** Opening Entries supplied block **
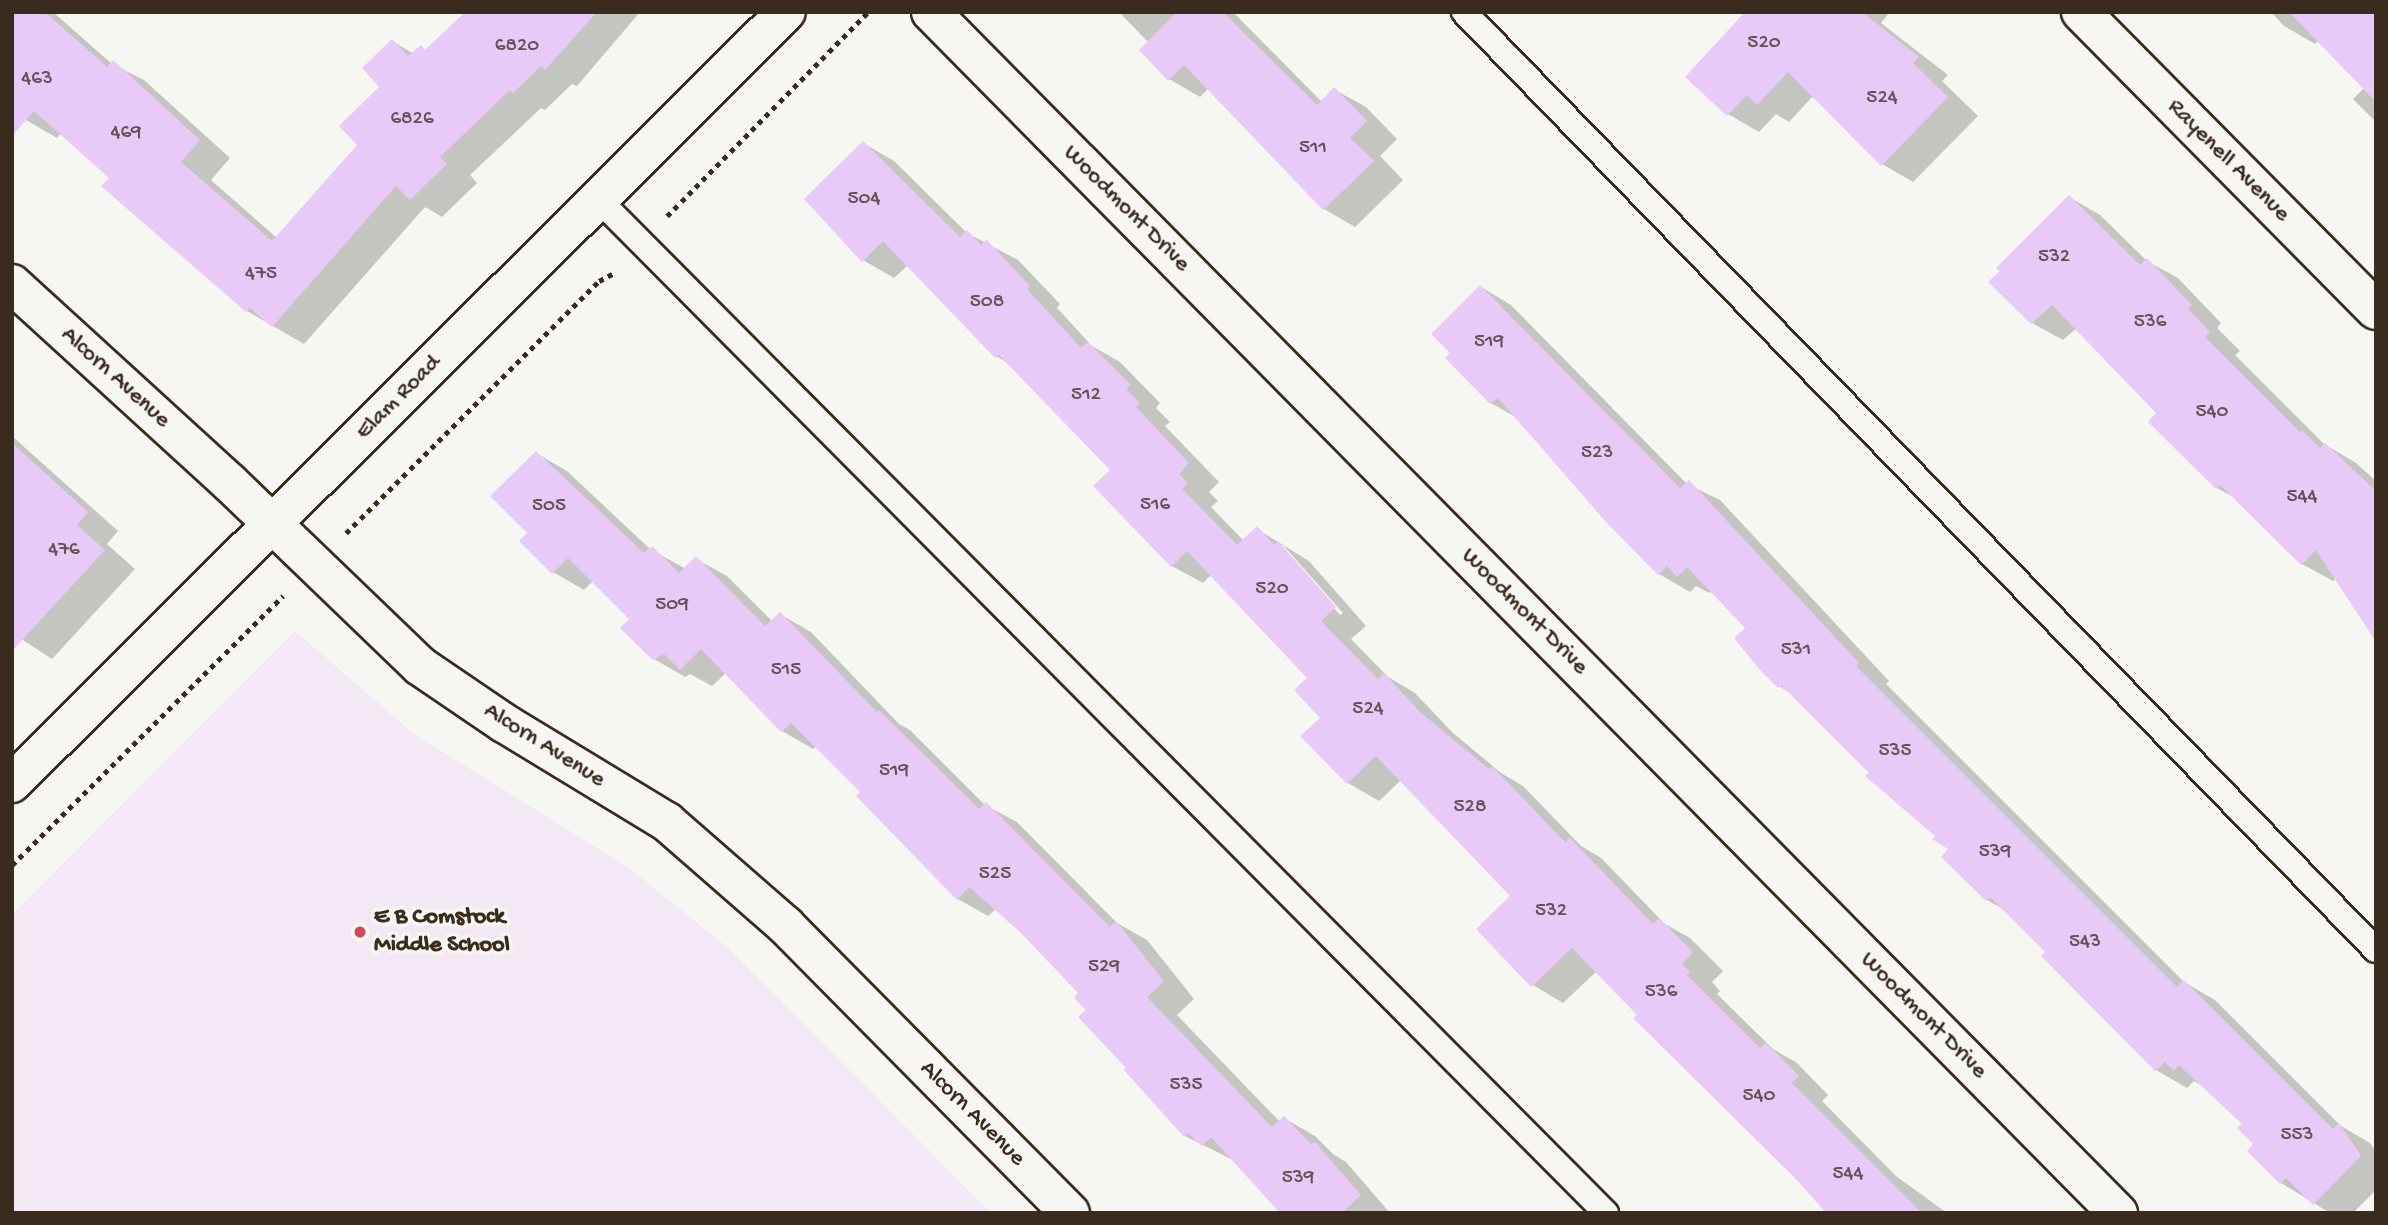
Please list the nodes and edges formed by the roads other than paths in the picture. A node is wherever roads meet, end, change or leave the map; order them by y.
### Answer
1 (786, 12) edge
2 (931, 12) edge
3 (1464, 12) edge
4 (2081, 12) edge
5 (598, 199) junction
6 (12, 284) edge
7 (2376, 310) edge
8 (272, 525) junction
9 (15, 775) edge
10 (2376, 950) edge
11 (1070, 1213) edge
12 (1606, 1213) edge
13 (2118, 1213) edge

1 - 5 street, Elam Road
2 - 13 street, Woodmont Drive
3 - 10 lane
4 - 7 street, Rayenell Avenue
5 - 8 street, Elam Road
5 - 12 lane
6 - 8 street, Alcorn Avenue
8 - 9 street, Elam Road
8 - 11 street, Alcorn Avenue

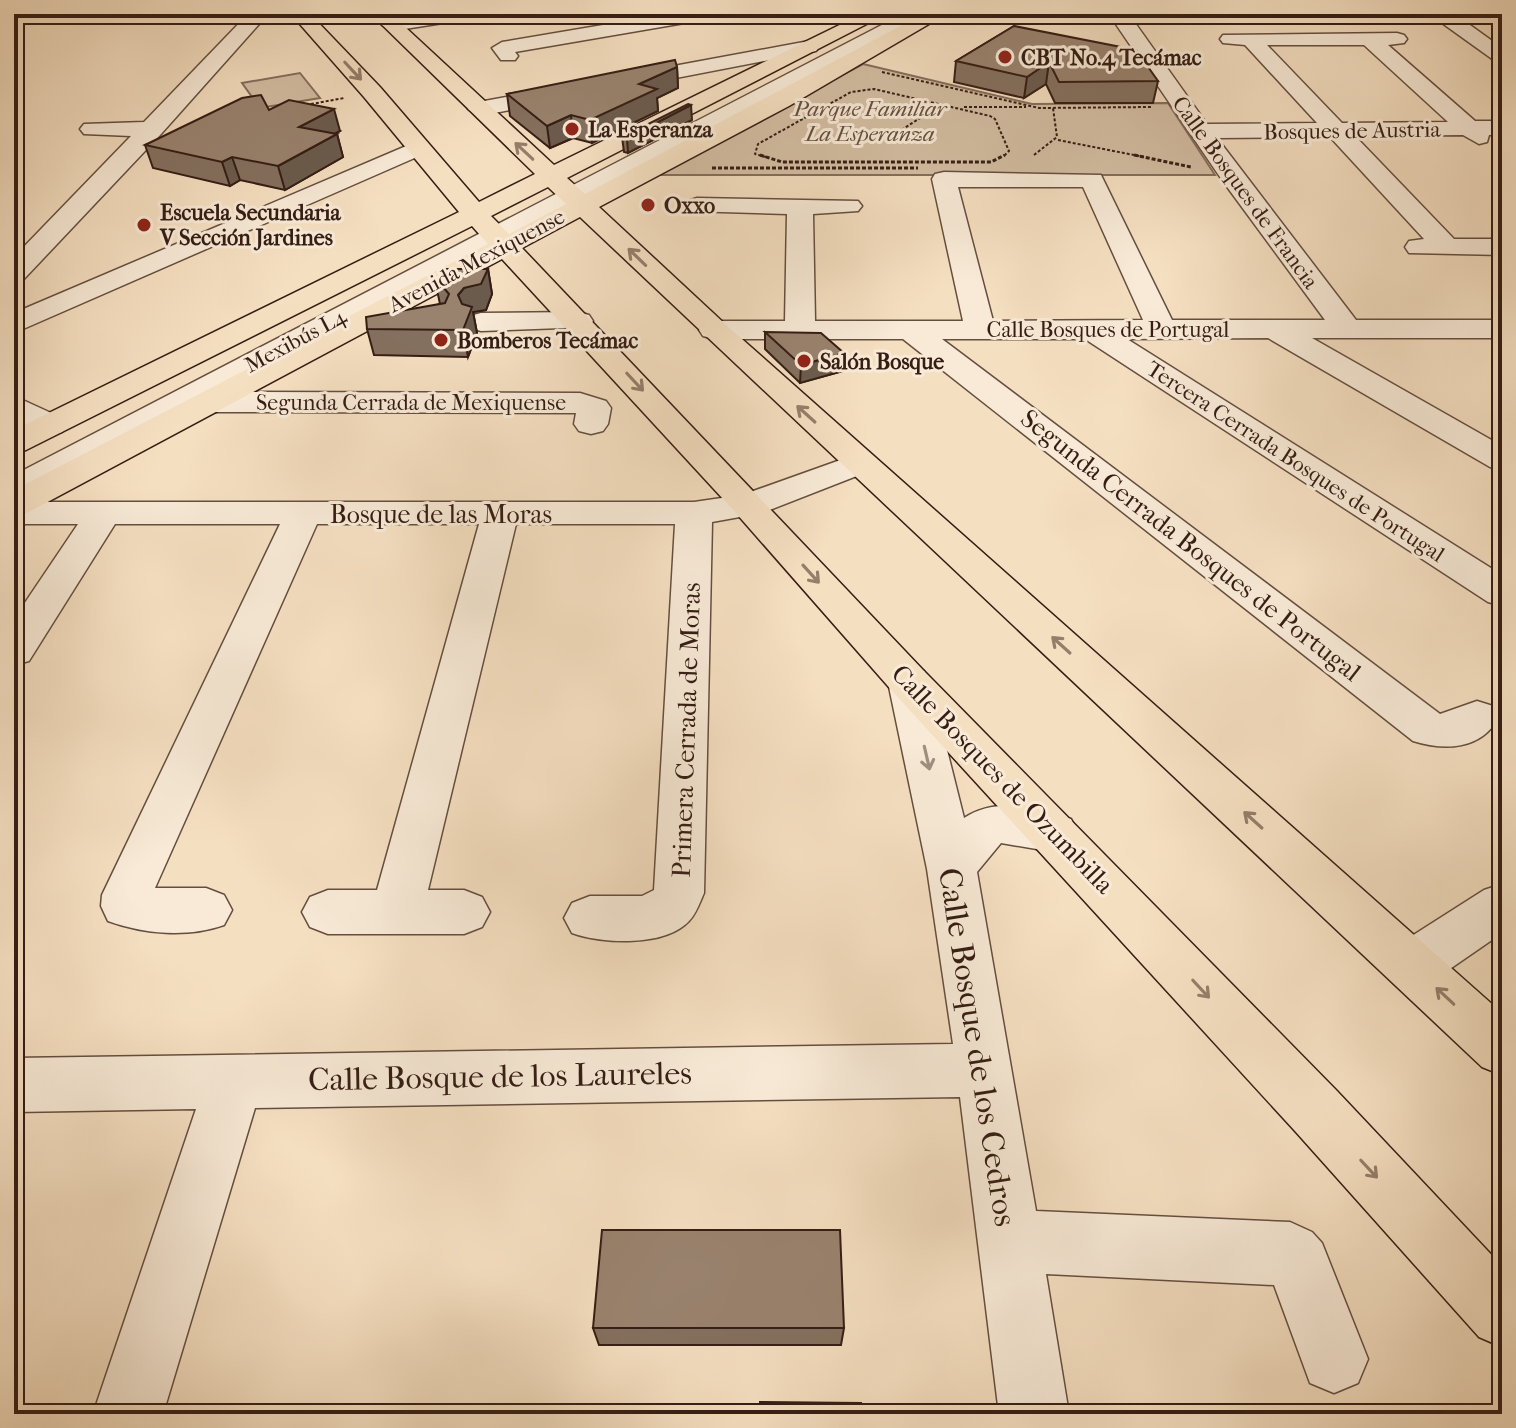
** Closing Entries supplied block **
Work request >> Output all the entries exactly, minus any pictures.

Response to this exercise >>
Please list the nodes and edges formed by the roads other than paths in the picture. A node is wherever roads meet, end, change or leave the map; order them by y.
### Answer
1 (786, 12) edge
2 (931, 12) edge
3 (1464, 12) edge
4 (2081, 12) edge
5 (598, 199) junction
6 (12, 284) edge
7 (2376, 310) edge
8 (272, 525) junction
9 (15, 775) edge
10 (2376, 950) edge
11 (1070, 1213) edge
12 (1606, 1213) edge
13 (2118, 1213) edge

1 - 5 street, Elam Road
2 - 13 street, Woodmont Drive
3 - 10 lane
4 - 7 street, Rayenell Avenue
5 - 8 street, Elam Road
5 - 12 lane
6 - 8 street, Alcorn Avenue
8 - 9 street, Elam Road
8 - 11 street, Alcorn Avenue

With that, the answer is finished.